A Return to the Past

This line of thinking powerfully resembles Lenin’s 1916 treatise Imperialism: The Highest Stage of Capitalism that purportedly uncovered the global economic-political-strategic forces that caused World War I. This fact does not encourage those who wish to believe that Russia has firmly transcended the Soviet period. Furthermore, given such threat assessments, Russia must undertake a huge conventional and nuclear buildup to meet these growing threats and make its armed forces competitive with those of the U.S. and China by 2020. Nuclear weapons have pride of place in that program.

Statements by Russian commanders, the evidence of past and future Russian exercises, and of current naval and land force deployments, suggest that short-range and possibly tactical nuclear weapons have already been deployed to units in Europe and are plainly seen as war-fighting weapons that will be used. In other words, neither war nor use of nuclear weapons in Europe is unthinkable.

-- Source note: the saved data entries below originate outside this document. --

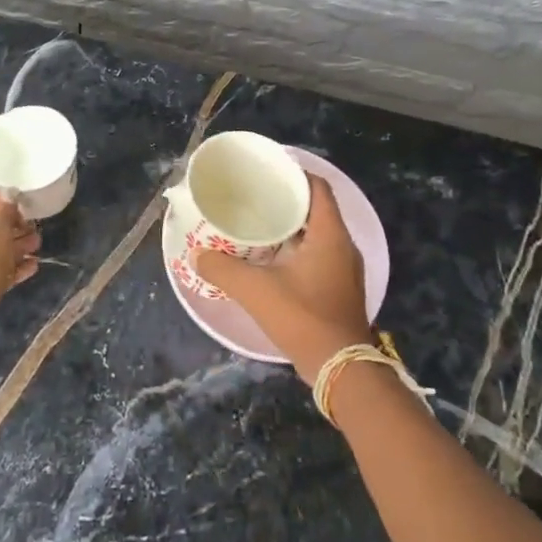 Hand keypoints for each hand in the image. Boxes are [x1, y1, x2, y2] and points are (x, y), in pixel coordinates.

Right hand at [195, 176, 372, 383]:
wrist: (340, 369)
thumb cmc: (303, 318)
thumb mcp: (256, 290)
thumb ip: (223, 270)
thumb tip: (196, 255)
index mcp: (330, 234)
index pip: (317, 187)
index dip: (294, 174)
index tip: (267, 172)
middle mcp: (343, 245)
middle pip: (316, 209)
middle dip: (287, 201)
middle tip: (255, 197)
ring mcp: (345, 269)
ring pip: (318, 234)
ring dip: (291, 227)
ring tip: (258, 224)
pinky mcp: (341, 288)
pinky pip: (319, 254)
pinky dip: (297, 249)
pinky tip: (271, 258) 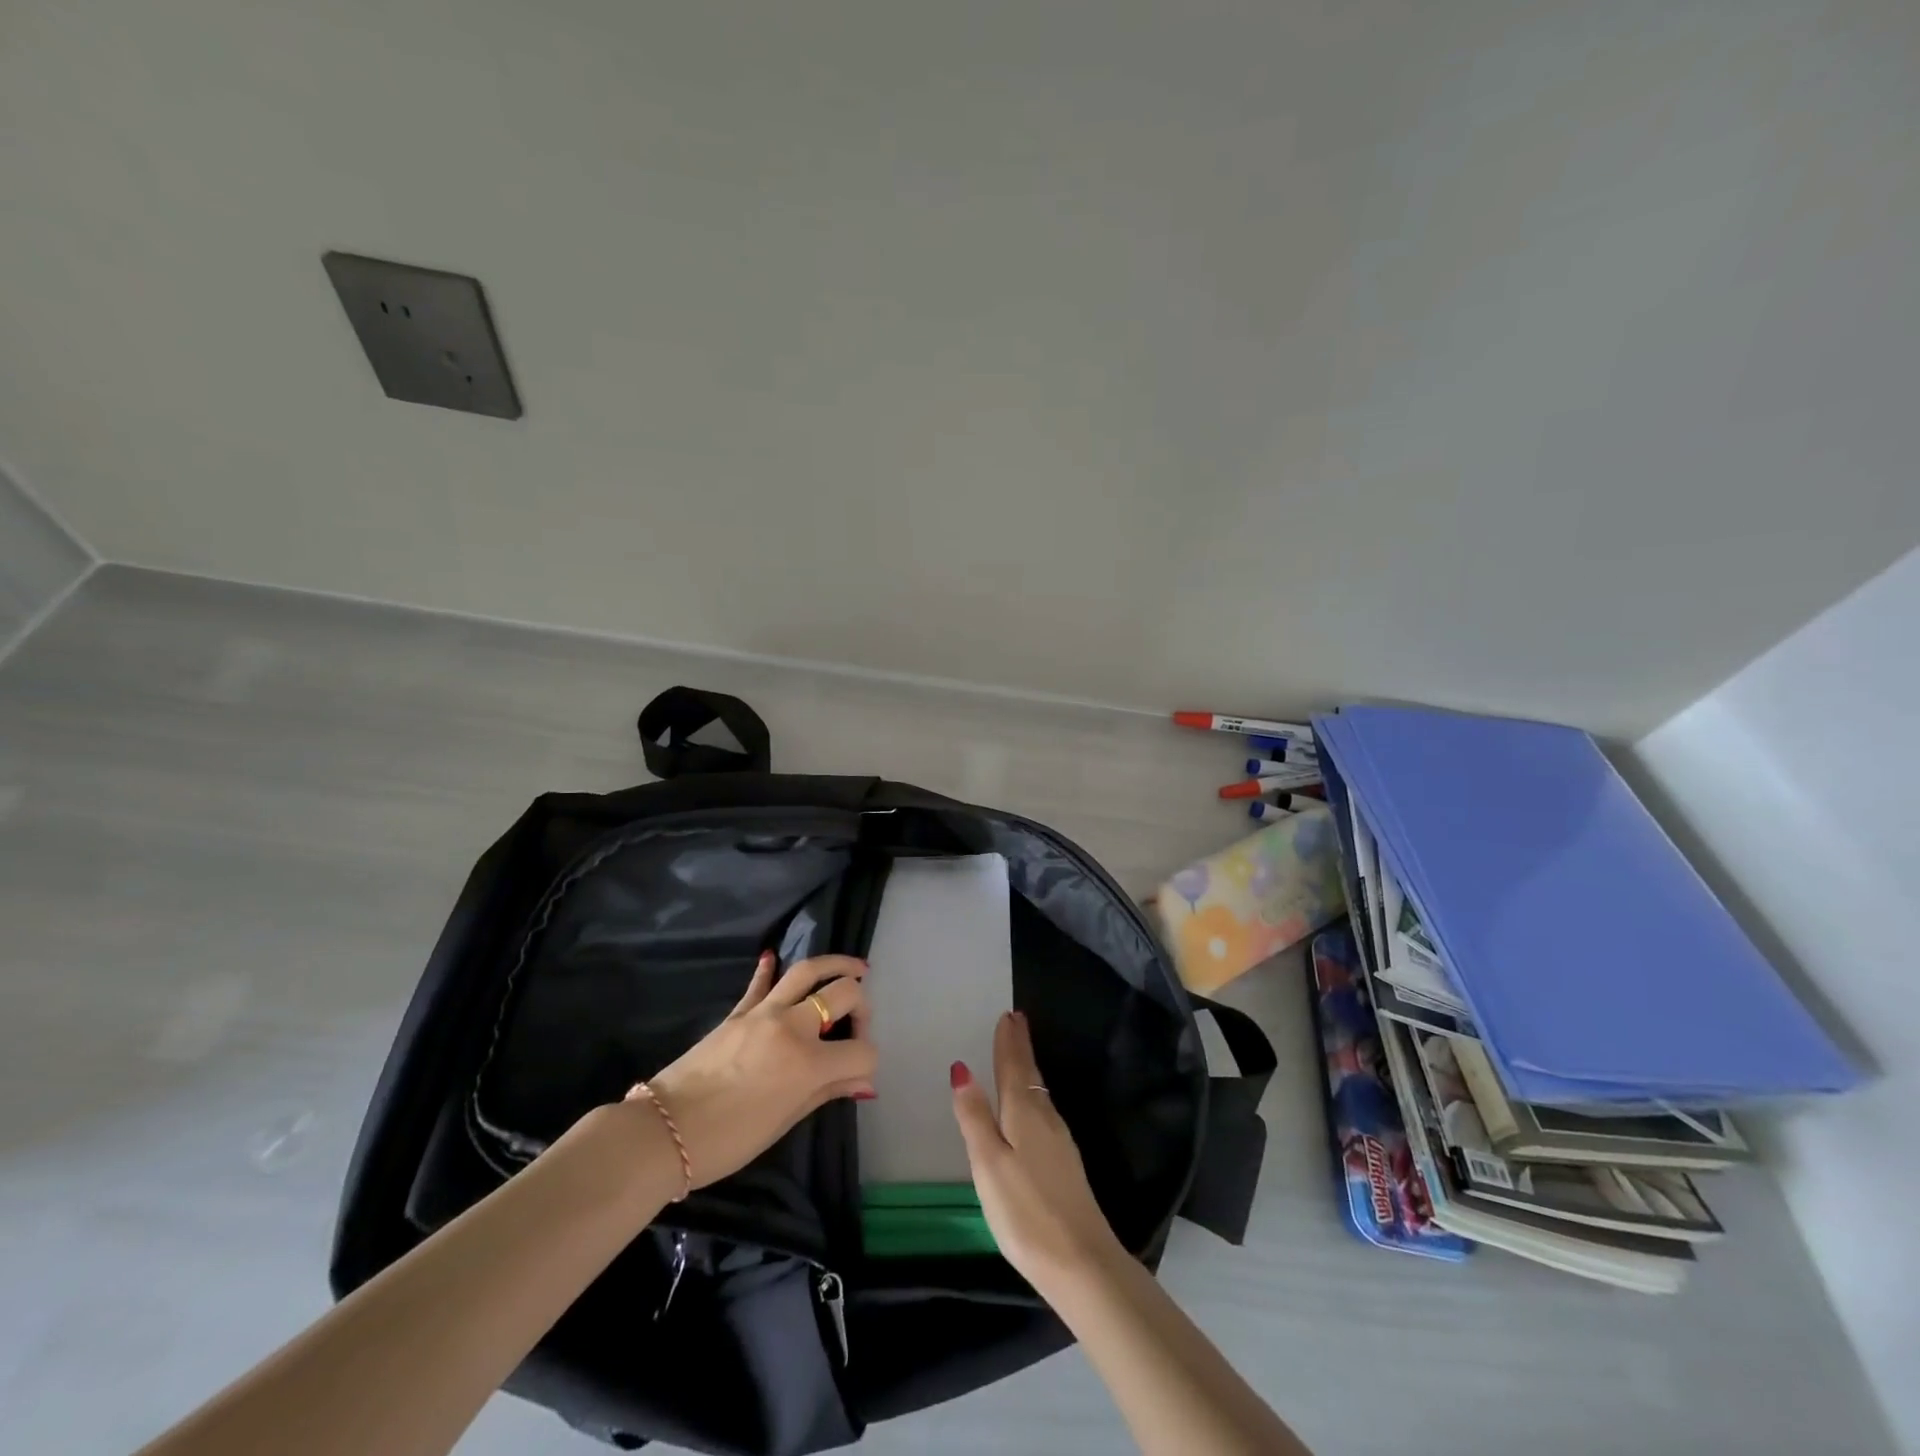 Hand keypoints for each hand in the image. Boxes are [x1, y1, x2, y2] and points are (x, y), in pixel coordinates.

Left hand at [639, 953, 875, 1191]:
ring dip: (835, 964)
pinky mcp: (738, 1012)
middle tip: (858, 1023)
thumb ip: (827, 1091)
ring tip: (855, 968)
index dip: (867, 1063)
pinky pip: (759, 983)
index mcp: (809, 1062)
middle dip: (862, 1006)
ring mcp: (763, 1013)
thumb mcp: (785, 1121)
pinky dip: (769, 968)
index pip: (860, 1051)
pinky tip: (774, 957)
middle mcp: (792, 1026)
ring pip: (807, 971)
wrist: (663, 1133)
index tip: (859, 1075)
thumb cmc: (729, 1140)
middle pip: (843, 994)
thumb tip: (863, 1083)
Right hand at [951, 1010, 1126, 1290]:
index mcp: (1025, 1113)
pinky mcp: (1066, 1165)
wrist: (1082, 1264)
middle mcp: (1046, 1119)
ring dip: (1028, 1069)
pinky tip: (1033, 1106)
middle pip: (1030, 1074)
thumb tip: (962, 1068)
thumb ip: (974, 1117)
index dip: (1009, 1041)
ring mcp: (1060, 1143)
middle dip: (1021, 1047)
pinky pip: (1045, 1112)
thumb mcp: (988, 1164)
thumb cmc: (1026, 1212)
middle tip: (1016, 1021)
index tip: (1009, 1014)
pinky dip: (1034, 1094)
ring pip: (1039, 1093)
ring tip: (1020, 1053)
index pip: (1014, 1066) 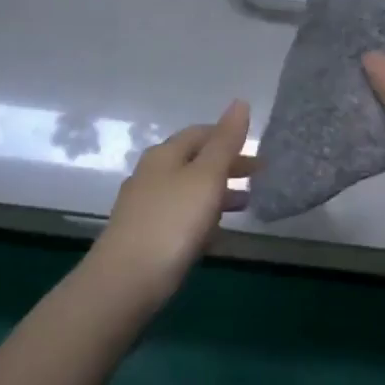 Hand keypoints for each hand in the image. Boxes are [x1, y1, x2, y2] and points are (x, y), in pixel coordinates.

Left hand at [89, 100, 253, 306]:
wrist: (125, 283)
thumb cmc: (172, 222)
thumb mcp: (206, 177)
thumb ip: (225, 141)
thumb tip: (240, 101)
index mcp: (164, 155)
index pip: (200, 133)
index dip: (229, 136)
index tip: (257, 151)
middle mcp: (151, 175)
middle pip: (194, 161)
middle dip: (227, 166)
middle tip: (259, 178)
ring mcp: (145, 207)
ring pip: (188, 190)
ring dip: (218, 193)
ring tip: (247, 205)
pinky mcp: (145, 237)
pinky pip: (181, 218)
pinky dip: (203, 218)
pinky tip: (217, 235) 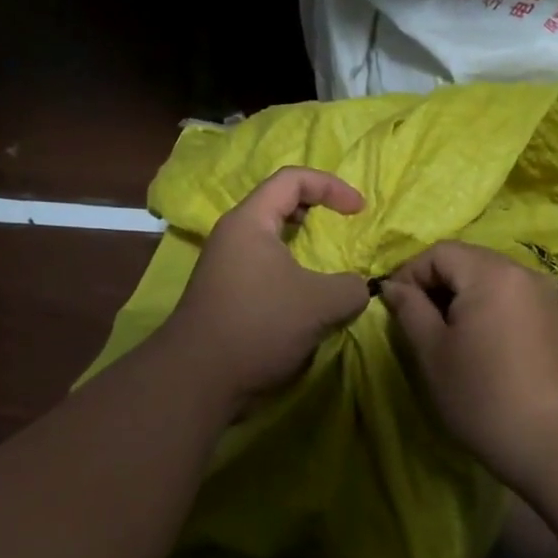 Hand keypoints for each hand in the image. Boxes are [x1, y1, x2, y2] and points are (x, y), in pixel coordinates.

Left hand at [159, 166, 371, 402]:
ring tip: (330, 264)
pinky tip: (307, 297)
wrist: (198, 378)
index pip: (293, 179)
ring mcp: (225, 265)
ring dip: (304, 245)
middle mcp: (233, 235)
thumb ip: (351, 288)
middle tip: (344, 227)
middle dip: (317, 210)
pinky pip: (265, 266)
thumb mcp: (321, 304)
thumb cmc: (259, 325)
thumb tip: (360, 288)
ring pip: (272, 238)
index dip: (331, 186)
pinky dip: (292, 270)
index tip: (360, 210)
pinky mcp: (226, 292)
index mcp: (250, 221)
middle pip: (279, 203)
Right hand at [381, 241, 557, 483]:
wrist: (550, 440)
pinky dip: (486, 304)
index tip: (394, 306)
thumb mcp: (432, 351)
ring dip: (460, 294)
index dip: (410, 273)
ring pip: (488, 276)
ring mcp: (543, 292)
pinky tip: (478, 339)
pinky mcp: (553, 315)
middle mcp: (521, 271)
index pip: (439, 253)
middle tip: (416, 319)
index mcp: (491, 272)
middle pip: (466, 259)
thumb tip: (392, 286)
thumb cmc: (481, 394)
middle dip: (435, 282)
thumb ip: (409, 309)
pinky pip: (509, 293)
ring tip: (445, 331) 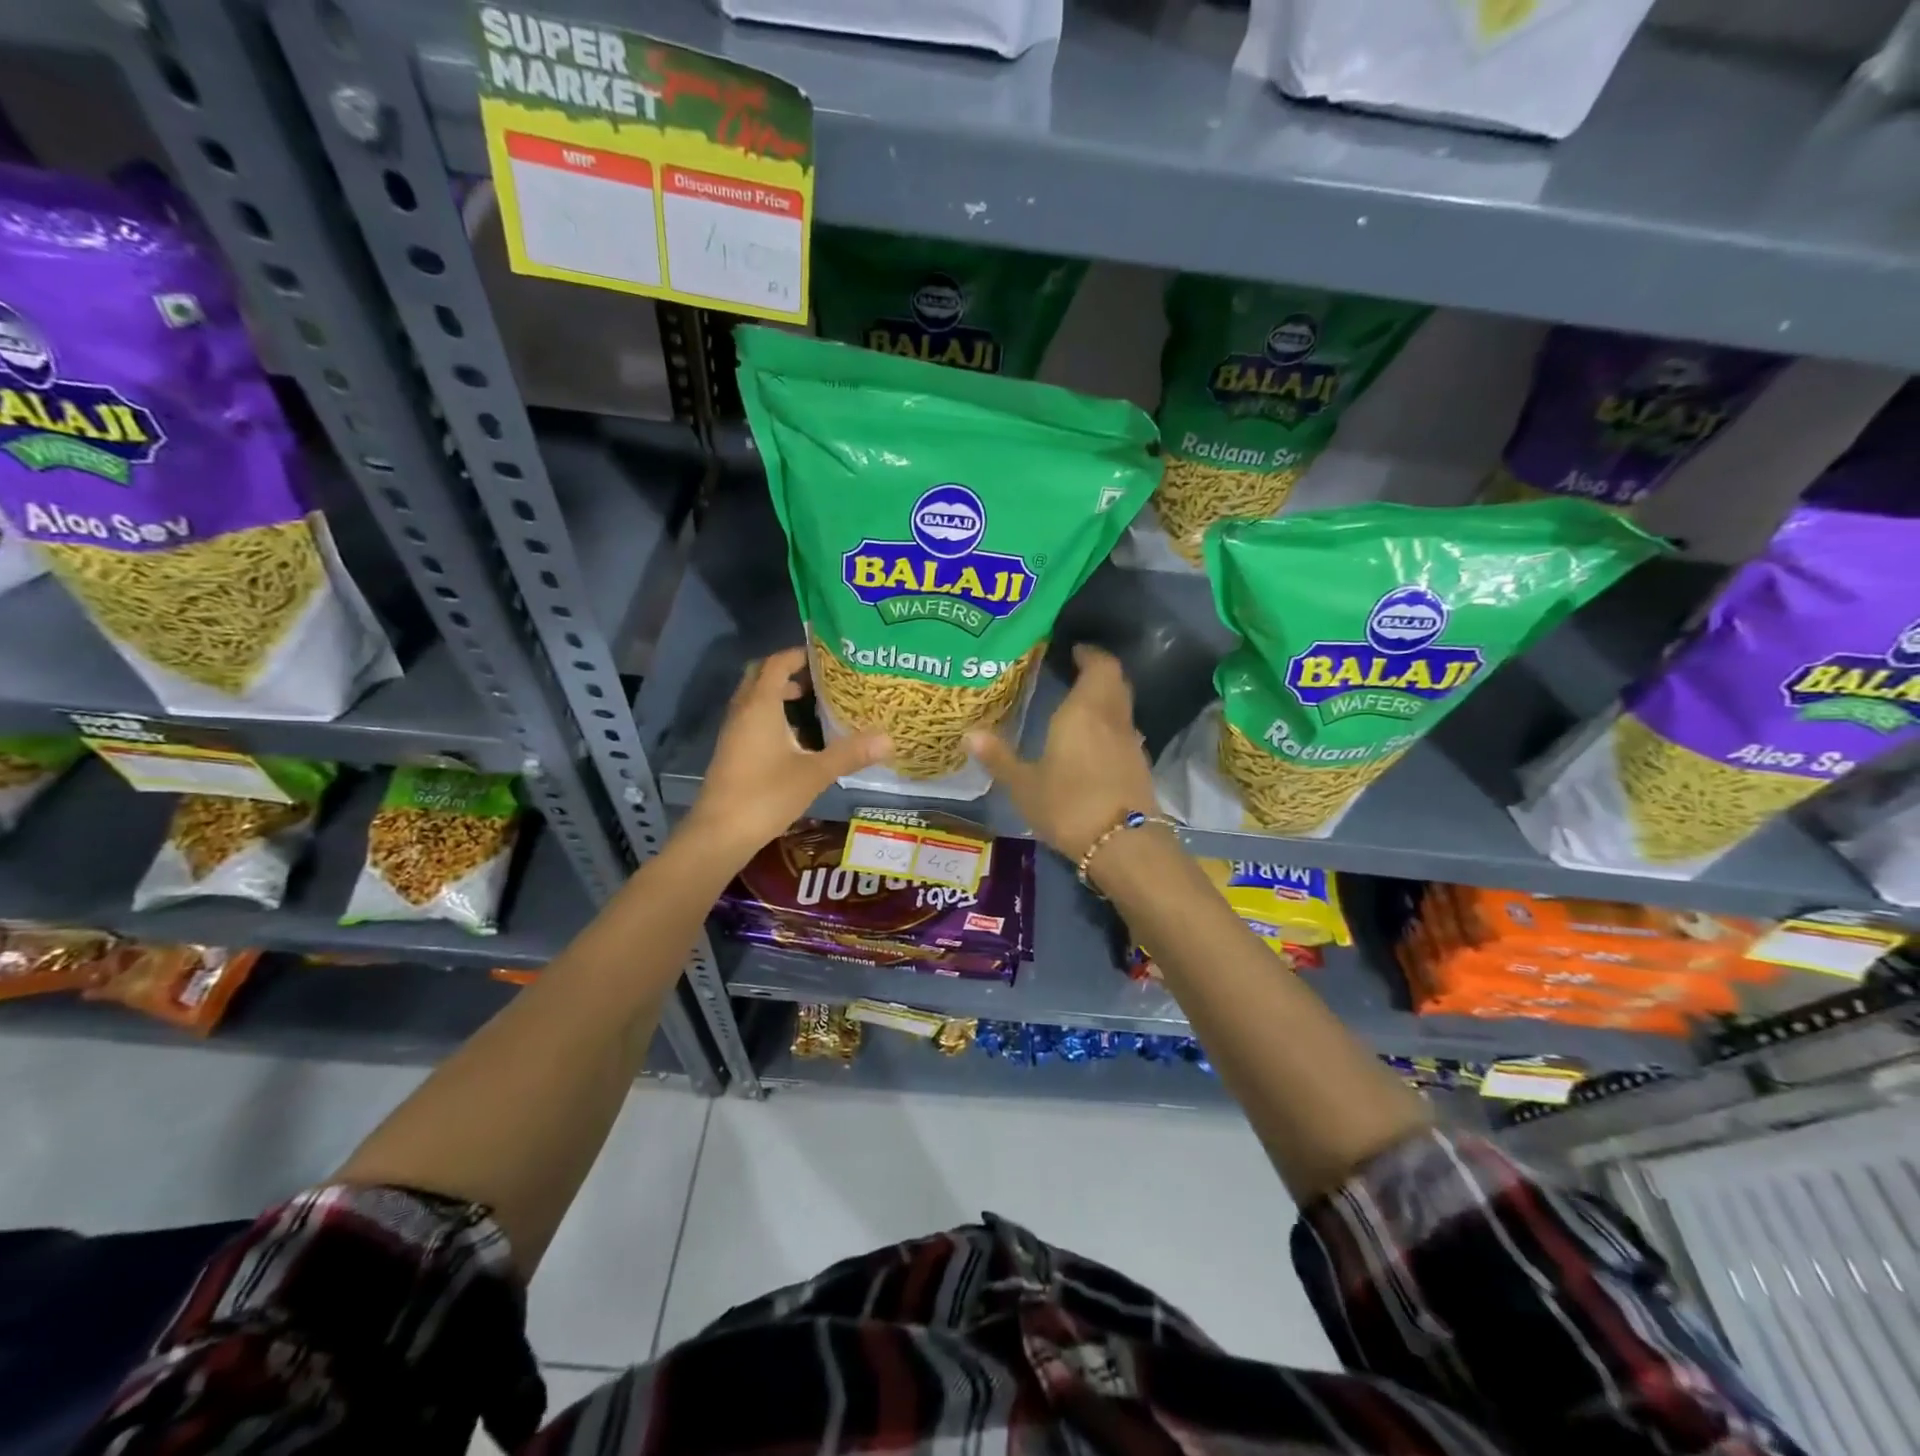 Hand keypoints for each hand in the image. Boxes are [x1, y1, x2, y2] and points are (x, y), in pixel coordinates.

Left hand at [683, 648, 889, 865]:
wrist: (720, 833)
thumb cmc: (766, 795)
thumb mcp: (814, 773)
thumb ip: (850, 753)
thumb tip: (889, 739)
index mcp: (760, 706)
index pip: (777, 664)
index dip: (799, 655)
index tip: (824, 655)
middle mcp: (743, 711)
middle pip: (760, 676)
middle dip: (787, 671)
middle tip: (818, 677)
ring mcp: (733, 732)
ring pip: (753, 698)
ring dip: (777, 693)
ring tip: (809, 702)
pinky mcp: (731, 752)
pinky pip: (750, 718)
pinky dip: (770, 714)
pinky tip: (793, 736)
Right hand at [967, 644, 1159, 862]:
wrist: (1123, 845)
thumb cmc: (1068, 805)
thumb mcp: (1024, 784)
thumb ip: (999, 757)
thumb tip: (969, 733)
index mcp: (1084, 710)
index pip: (1099, 665)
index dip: (1090, 654)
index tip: (1074, 650)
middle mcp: (1113, 718)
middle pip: (1115, 681)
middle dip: (1097, 672)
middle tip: (1073, 672)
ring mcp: (1131, 742)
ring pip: (1122, 707)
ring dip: (1106, 700)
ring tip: (1078, 706)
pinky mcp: (1139, 766)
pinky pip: (1124, 732)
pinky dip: (1110, 726)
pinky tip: (1092, 743)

Indeed, Chief of the General Staff General Nikolai Makarov threatened preemptive nuclear strikes against missile defenses in 2012, as reported in The Washington Times. Furthermore, when it is recalled that Putin admitted in August 2012 that the war with Georgia was planned, along with the use of separatists, beginning in 2006, it becomes clear that European and Eurasian security cannot be taken for granted. As Donald Kagan memorably argued, peace cannot preserve itself. This suggests a possible reason why a 2012 study by the Swedish Defense Research Agency argued for committing more NATO ground forces to the Baltics. Russian policy, rhetoric, and deployments all suggest that Russia deems it vital to possess the means to intimidate Europe with the threat of nuclear and missile strikes if its neighbors pursue “anti-Russian” policies.

Unintended Consequences of U.S. Concessions

Thus the key military threat to Russian interests is the U.S. military presence in Europe that prevents and deters such intimidation, in particular the missile defense system, even though it was not originally intended for that purpose. Arguably these are the real reasons Moscow opposes missile defenses, and continues to sulk about the mere existence of the program. Therefore, unreciprocated concessions will earn not gratitude but contempt and a belief that the Obama administration is weak, confused, and can be pushed. Although the administration’s clear ambition is to defend the homeland and our Asian and European allies, while also mollifying Russian concerns, nevertheless, at least in Europe, ambition should be made of sterner stuff.

Stephen Blank is Douglas MacArthur Professor at the Strategic Studies Institute of the U.S. Army War College. The views expressed here do not represent those of the U.S. Army, Defense Department, or the U.S. Government.